Language Models are Pragmatic Speakers
“We propose a generalization of the previous methods called bounded pragmatic speakers with a dual model of thought. A dual model of thought comprises of a slow-thinking system for deep reasoning and a fast-thinking system for fast inference. Similar to a BPS, the slow-thinking system employs a modular design so that it can be easily scrutinized and upgraded. The fast-thinking system is a compact language model that is fast and cheap to run. Given a task, the speaker runs both systems in a budgeted amount of time and prioritize using the answer computed by the slow-thinking system if it finishes in time. Otherwise, the speaker resorts to the answer suggested by the fast-thinking system. Occasionally, the slow-thinking system distills its knowledge to the fast-thinking system through an approximate inference algorithm.
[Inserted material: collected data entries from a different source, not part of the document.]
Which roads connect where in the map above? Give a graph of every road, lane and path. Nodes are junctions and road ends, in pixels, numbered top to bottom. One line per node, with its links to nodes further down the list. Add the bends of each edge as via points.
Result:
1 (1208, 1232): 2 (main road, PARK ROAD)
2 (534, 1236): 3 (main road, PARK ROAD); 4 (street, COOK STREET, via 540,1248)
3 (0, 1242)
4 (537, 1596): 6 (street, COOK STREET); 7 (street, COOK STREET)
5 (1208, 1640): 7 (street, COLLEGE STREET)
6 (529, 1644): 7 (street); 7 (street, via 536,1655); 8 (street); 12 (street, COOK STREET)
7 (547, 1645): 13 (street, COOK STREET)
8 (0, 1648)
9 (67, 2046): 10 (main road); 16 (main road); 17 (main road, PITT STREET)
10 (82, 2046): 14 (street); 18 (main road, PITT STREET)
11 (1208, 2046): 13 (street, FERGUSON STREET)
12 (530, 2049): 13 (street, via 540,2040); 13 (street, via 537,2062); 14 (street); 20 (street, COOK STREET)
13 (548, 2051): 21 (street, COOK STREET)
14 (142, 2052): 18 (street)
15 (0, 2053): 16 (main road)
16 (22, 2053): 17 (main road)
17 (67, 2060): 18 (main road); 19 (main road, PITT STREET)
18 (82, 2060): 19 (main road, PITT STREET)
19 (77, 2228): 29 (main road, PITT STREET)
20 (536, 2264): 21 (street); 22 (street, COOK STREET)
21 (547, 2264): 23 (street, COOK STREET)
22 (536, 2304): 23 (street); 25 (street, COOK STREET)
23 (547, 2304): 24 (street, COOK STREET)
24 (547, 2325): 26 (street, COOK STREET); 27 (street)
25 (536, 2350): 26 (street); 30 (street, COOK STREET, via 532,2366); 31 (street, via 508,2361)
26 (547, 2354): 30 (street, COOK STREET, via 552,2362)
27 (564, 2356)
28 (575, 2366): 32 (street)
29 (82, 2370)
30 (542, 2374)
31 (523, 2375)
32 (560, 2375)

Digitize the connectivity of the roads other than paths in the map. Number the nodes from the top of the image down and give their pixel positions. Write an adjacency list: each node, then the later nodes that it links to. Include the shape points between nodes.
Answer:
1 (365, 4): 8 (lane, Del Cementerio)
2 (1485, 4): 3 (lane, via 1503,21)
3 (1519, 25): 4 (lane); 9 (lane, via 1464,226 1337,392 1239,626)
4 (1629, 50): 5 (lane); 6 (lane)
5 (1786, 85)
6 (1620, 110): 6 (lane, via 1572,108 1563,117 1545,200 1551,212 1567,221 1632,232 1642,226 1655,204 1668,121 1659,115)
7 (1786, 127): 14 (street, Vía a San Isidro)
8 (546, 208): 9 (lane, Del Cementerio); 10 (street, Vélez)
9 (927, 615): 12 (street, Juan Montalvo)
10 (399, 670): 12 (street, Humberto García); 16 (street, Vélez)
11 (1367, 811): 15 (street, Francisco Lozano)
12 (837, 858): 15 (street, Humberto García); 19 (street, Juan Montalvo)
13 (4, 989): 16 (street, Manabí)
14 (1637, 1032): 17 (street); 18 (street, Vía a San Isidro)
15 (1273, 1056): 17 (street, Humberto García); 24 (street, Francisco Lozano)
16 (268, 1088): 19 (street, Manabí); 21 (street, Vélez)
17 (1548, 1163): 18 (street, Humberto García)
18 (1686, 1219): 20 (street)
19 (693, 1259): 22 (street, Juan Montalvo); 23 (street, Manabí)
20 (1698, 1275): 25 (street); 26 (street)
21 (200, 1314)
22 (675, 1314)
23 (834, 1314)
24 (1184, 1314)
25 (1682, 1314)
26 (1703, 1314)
There are various choices for the slow-thinking system: a probabilistic model (Griffiths et al., 2010), a modular neural network (Corona et al., 2020), a tree search algorithm (Anthony et al., 2017), a causal graph (Geiger et al., 2021), a program (Wang et al., 2023), or a language model prompted to reason and construct plans (Wei et al., 2022b; Ahn et al., 2022). The inference algorithm can be imitation learning, reinforcement learning, an advanced decoding algorithm (Lu et al., 2021), or a learning algorithm that enables learning from rich feedback (Nguyen et al., 2021).”